▸ **EXERCISE DESCRIPTION**: In the records below, find every line with the word "other" and copy it.

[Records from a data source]
__________________________________________________

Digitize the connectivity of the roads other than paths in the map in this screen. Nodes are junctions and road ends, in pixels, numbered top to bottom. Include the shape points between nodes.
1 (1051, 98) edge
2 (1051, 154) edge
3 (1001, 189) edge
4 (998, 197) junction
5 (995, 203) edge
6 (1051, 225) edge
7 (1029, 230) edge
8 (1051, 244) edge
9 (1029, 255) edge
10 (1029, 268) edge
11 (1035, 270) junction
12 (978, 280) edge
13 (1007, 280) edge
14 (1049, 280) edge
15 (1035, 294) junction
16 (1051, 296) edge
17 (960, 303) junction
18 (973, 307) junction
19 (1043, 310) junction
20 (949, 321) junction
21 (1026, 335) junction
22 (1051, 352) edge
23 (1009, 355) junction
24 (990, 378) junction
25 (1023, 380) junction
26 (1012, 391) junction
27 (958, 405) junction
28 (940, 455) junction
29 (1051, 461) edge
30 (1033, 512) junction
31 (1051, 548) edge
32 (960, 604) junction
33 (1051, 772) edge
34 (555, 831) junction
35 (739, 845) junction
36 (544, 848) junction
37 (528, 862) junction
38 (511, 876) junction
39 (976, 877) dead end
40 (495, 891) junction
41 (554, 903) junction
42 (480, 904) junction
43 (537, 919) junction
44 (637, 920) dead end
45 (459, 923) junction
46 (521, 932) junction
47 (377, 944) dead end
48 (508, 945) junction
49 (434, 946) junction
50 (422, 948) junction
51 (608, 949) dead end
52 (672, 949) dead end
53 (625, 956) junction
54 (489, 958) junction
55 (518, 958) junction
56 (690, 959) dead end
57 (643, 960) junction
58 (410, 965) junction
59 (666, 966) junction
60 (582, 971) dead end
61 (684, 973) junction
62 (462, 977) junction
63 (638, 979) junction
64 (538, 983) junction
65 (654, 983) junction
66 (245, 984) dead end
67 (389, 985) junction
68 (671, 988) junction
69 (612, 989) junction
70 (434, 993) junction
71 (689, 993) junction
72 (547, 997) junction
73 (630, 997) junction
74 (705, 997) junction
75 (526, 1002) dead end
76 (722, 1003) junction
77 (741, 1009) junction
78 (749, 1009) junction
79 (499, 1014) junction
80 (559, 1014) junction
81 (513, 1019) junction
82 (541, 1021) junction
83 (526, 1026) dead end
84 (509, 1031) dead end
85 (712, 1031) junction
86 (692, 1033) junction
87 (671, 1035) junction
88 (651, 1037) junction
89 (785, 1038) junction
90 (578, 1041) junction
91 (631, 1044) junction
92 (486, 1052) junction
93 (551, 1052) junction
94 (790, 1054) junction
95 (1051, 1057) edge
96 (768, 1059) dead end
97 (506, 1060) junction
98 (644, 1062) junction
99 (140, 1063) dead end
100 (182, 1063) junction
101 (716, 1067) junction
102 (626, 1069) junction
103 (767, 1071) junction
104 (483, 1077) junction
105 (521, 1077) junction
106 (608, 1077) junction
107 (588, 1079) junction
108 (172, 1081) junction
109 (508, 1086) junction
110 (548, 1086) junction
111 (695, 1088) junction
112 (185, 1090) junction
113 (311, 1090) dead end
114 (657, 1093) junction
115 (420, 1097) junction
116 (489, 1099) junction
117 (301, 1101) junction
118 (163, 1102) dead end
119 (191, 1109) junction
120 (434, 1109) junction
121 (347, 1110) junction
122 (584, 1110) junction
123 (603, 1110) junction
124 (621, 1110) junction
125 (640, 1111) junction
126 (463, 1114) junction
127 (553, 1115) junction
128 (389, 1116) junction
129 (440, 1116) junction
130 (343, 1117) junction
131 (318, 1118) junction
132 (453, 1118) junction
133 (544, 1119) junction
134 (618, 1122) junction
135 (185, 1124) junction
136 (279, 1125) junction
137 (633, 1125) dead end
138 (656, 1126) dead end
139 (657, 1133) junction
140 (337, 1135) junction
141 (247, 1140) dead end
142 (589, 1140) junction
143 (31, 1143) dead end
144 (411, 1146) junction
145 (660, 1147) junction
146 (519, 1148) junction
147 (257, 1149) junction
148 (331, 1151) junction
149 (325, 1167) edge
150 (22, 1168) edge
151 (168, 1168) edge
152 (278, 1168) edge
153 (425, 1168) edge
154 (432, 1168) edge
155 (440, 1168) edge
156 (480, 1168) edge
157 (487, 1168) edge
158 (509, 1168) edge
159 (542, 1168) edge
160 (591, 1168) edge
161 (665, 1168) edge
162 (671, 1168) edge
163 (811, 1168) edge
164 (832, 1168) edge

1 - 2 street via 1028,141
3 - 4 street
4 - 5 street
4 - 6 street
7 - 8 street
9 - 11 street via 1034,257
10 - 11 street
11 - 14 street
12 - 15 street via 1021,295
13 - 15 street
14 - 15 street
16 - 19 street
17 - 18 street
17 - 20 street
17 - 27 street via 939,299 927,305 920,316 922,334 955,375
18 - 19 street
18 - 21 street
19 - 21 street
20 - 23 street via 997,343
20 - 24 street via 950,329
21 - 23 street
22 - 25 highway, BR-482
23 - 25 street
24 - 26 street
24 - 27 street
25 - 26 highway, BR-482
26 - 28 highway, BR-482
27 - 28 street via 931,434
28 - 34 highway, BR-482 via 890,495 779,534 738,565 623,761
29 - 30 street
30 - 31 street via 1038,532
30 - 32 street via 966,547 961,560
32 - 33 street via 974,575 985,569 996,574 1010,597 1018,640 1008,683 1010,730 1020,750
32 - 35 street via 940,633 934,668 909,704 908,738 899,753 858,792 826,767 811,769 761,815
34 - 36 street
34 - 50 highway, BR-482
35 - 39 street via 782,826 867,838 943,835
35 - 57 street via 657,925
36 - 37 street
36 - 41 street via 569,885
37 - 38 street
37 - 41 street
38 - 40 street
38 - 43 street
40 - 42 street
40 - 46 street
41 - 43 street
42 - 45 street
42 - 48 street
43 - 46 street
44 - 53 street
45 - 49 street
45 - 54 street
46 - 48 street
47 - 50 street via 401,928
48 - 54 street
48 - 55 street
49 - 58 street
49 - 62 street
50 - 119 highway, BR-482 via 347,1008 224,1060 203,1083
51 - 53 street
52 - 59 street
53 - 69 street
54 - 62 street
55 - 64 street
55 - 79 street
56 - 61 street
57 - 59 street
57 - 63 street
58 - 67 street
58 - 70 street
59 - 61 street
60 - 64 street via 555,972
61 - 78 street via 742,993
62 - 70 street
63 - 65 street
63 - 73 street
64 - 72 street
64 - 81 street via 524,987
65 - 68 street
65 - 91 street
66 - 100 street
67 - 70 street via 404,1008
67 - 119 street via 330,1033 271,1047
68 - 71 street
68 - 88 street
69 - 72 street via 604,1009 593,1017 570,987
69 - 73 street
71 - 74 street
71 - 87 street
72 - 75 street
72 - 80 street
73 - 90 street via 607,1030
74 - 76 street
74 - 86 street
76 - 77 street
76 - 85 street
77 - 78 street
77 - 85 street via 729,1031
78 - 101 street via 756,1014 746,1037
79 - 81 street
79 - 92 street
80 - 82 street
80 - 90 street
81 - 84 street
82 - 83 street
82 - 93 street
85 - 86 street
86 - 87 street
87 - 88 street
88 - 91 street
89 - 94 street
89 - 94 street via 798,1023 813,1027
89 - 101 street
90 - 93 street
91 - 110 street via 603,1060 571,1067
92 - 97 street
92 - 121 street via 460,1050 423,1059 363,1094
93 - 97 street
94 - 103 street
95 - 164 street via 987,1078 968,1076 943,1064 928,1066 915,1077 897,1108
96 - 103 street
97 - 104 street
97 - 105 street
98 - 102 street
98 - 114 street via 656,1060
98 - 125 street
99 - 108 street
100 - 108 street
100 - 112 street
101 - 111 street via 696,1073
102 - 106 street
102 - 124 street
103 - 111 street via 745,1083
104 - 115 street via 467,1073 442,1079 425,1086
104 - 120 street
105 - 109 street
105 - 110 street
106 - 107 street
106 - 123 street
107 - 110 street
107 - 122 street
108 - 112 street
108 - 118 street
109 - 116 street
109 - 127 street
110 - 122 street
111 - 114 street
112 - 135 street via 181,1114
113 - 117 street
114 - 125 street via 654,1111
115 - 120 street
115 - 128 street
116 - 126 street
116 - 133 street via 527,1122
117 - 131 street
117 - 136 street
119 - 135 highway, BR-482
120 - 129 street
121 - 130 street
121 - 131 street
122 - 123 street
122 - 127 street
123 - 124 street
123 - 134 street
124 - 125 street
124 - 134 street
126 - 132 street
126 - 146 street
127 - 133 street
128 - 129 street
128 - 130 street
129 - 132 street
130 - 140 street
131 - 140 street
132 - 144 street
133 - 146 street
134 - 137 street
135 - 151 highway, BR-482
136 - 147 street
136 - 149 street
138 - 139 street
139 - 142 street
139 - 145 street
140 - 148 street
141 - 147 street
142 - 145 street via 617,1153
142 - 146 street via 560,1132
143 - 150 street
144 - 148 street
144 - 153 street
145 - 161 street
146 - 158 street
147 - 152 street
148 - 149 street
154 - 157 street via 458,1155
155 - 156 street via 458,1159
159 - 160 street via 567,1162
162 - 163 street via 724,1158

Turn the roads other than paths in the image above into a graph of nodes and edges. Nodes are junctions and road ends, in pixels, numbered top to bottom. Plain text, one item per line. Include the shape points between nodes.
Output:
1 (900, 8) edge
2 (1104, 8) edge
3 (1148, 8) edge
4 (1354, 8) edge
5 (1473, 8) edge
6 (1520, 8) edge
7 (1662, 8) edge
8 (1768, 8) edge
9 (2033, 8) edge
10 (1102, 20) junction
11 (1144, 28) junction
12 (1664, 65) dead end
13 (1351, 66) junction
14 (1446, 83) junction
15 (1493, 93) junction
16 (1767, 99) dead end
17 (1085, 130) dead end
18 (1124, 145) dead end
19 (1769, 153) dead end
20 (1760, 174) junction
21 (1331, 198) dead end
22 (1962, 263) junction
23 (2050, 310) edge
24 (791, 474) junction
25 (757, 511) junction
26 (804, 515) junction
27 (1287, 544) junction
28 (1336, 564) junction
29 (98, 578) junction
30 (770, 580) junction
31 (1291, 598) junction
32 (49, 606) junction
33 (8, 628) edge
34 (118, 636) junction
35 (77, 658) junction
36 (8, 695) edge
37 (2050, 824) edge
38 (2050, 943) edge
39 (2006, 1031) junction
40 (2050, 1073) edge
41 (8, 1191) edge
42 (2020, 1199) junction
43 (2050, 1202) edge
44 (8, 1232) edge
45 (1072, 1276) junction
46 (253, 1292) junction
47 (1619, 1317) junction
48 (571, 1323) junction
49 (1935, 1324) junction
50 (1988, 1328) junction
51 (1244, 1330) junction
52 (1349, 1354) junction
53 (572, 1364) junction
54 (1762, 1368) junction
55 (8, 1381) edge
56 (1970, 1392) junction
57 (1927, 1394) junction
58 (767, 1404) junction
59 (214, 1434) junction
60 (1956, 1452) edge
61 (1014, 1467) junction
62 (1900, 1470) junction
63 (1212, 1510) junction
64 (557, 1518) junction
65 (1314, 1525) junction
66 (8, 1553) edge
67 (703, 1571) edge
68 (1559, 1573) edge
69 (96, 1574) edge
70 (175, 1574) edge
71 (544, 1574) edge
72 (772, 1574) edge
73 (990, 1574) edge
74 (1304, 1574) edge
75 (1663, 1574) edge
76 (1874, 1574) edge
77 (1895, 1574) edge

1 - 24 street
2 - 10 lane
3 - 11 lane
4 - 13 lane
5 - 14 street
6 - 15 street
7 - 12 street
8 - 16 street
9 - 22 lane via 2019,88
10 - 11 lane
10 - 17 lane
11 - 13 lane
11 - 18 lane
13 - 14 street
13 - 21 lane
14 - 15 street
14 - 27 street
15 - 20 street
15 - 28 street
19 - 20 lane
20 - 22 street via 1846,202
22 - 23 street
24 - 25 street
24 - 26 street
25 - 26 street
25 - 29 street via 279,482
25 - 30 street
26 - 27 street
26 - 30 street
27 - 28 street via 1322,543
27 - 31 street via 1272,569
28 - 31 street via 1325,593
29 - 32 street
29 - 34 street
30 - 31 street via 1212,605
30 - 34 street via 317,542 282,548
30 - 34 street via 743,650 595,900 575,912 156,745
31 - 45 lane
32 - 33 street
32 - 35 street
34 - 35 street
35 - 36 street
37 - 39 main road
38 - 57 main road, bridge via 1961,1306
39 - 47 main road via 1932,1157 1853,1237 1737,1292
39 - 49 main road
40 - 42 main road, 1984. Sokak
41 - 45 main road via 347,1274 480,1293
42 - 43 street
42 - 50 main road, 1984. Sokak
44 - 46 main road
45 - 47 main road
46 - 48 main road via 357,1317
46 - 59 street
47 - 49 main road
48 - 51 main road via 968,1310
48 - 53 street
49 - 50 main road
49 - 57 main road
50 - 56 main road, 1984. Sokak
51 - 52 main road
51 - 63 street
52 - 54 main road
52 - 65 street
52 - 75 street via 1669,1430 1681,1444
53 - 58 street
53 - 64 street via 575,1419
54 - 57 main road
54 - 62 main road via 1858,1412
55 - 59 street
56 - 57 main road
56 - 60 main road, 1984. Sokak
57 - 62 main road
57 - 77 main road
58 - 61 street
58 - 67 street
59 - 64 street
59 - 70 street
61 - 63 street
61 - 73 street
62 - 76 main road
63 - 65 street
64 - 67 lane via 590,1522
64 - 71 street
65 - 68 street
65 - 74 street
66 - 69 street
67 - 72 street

__________________________________________________

▸ **SOLUTION**:
Digitize the connectivity of the roads other than paths in the map in this screen. Nodes are junctions and road ends, in pixels, numbered top to bottom. Include the shape points between nodes.
Turn the roads other than paths in the image above into a graph of nodes and edges. Nodes are junctions and road ends, in pixels, numbered top to bottom. Plain text, one item per line. Include the shape points between nodes.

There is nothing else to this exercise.